(Dataset excerpts)

Content starts

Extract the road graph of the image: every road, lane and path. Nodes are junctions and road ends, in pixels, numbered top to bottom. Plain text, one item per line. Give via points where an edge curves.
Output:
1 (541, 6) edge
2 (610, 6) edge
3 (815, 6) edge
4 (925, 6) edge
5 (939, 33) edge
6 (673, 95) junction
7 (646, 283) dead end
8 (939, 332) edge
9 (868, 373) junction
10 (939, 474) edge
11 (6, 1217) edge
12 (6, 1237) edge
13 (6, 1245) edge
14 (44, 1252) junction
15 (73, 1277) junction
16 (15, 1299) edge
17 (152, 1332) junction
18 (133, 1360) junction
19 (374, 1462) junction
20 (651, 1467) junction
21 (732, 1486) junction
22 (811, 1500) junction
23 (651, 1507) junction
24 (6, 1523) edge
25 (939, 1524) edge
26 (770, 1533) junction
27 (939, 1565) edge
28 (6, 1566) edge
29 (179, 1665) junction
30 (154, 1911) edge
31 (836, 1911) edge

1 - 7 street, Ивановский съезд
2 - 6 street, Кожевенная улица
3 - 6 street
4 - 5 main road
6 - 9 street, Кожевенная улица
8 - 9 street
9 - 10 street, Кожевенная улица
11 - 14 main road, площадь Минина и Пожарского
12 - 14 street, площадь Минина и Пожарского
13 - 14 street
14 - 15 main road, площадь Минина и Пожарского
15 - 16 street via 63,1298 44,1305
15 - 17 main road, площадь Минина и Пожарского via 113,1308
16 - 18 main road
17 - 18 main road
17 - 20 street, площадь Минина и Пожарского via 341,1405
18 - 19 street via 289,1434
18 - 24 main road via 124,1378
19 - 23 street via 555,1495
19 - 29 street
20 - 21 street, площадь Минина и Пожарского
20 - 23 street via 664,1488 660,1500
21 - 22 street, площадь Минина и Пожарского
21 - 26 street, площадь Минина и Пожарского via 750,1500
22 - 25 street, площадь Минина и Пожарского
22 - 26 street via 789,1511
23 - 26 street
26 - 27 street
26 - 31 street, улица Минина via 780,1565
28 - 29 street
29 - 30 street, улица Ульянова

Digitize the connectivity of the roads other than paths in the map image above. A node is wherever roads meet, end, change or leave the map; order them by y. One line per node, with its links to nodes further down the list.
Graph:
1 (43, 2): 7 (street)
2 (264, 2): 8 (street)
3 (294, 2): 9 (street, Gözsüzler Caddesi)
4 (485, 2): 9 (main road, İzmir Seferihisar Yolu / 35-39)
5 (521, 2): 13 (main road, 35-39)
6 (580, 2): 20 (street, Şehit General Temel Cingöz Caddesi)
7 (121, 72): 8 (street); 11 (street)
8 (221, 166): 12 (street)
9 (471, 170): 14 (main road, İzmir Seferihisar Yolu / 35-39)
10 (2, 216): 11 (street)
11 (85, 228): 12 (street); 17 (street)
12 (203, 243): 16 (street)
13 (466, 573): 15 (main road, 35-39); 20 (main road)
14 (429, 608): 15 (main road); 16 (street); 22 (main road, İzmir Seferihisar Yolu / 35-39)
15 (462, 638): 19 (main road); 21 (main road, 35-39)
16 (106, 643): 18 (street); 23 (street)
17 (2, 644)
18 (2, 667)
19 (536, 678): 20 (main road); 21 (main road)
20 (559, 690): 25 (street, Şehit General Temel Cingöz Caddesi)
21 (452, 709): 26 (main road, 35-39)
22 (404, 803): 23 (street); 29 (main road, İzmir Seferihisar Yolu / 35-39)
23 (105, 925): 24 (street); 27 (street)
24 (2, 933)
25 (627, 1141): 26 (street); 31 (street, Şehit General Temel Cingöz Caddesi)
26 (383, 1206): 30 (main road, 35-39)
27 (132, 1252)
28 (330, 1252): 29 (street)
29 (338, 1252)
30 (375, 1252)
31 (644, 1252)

Content ends

Every line above needs to be retyped exactly.

Extract the road graph of the image: every road, lane and path. Nodes are junctions and road ends, in pixels, numbered top to bottom. Plain text, one item per line. Give via points where an edge curves.
Output:
1 (541, 6) edge
2 (610, 6) edge
3 (815, 6) edge
4 (925, 6) edge
5 (939, 33) edge
6 (673, 95) junction
7 (646, 283) dead end
8 (939, 332) edge
9 (868, 373) junction
10 (939, 474) edge
11 (6, 1217) edge
12 (6, 1237) edge
13 (6, 1245) edge
14 (44, 1252) junction
15 (73, 1277) junction
16 (15, 1299) edge
17 (152, 1332) junction
18 (133, 1360) junction
19 (374, 1462) junction
20 (651, 1467) junction
21 (732, 1486) junction
22 (811, 1500) junction
23 (651, 1507) junction
24 (6, 1523) edge
25 (939, 1524) edge
26 (770, 1533) junction
27 (939, 1565) edge
28 (6, 1566) edge
29 (179, 1665) junction
30 (154, 1911) edge
31 (836, 1911) edge

1 - 7 street, Ивановский съезд
2 - 6 street, Кожевенная улица
3 - 6 street
4 - 5 main road
6 - 9 street, Кожевенная улица
8 - 9 street
9 - 10 street, Кожевенная улица
11 - 14 main road, площадь Минина и Пожарского
12 - 14 street, площадь Минина и Пожарского
13 - 14 street
14 - 15 main road, площадь Минина и Пожарского
15 - 16 street via 63,1298 44,1305
15 - 17 main road, площадь Минина и Пожарского via 113,1308
16 - 18 main road
17 - 18 main road
17 - 20 street, площадь Минина и Пожарского via 341,1405
18 - 19 street via 289,1434
18 - 24 main road via 124,1378
19 - 23 street via 555,1495
19 - 29 street
20 - 21 street, площадь Минина и Пожарского
20 - 23 street via 664,1488 660,1500
21 - 22 street, площадь Минина и Пожарского
21 - 26 street, площадь Минина и Пожарского via 750,1500
22 - 25 street, площадь Минина и Пожарского
22 - 26 street via 789,1511
23 - 26 street
26 - 27 street
26 - 31 street, улица Минина via 780,1565
28 - 29 street
29 - 30 street, улица Ульянова

Digitize the connectivity of the roads other than paths in the map image above. A node is wherever roads meet, end, change or leave the map; order them by y. One line per node, with its links to nodes further down the list.
Graph:
1 (43, 2): 7 (street)
2 (264, 2): 8 (street)
3 (294, 2): 9 (street, Gözsüzler Caddesi)
4 (485, 2): 9 (main road, İzmir Seferihisar Yolu / 35-39)
5 (521, 2): 13 (main road, 35-39)
6 (580, 2): 20 (street, Şehit General Temel Cingöz Caddesi)
7 (121, 72): 8 (street); 11 (street)
8 (221, 166): 12 (street)
9 (471, 170): 14 (main road, İzmir Seferihisar Yolu / 35-39)
10 (2, 216): 11 (street)
11 (85, 228): 12 (street); 17 (street)
12 (203, 243): 16 (street)
13 (466, 573): 15 (main road, 35-39); 20 (main road)
14 (429, 608): 15 (main road); 16 (street); 22 (main road, İzmir Seferihisar Yolu / 35-39)
15 (462, 638): 19 (main road); 21 (main road, 35-39)
16 (106, 643): 18 (street); 23 (street)
17 (2, 644)
18 (2, 667)
19 (536, 678): 20 (main road); 21 (main road)
20 (559, 690): 25 (street, Şehit General Temel Cingöz Caddesi)
21 (452, 709): 26 (main road, 35-39)
22 (404, 803): 23 (street); 29 (main road, İzmir Seferihisar Yolu / 35-39)
23 (105, 925): 24 (street); 27 (street)
24 (2, 933)
25 (627, 1141): 26 (street); 31 (street, Şehit General Temel Cingöz Caddesi)
26 (383, 1206): 30 (main road, 35-39)
27 (132, 1252)
28 (330, 1252): 29 (street)
29 (338, 1252)
30 (375, 1252)
31 (644, 1252)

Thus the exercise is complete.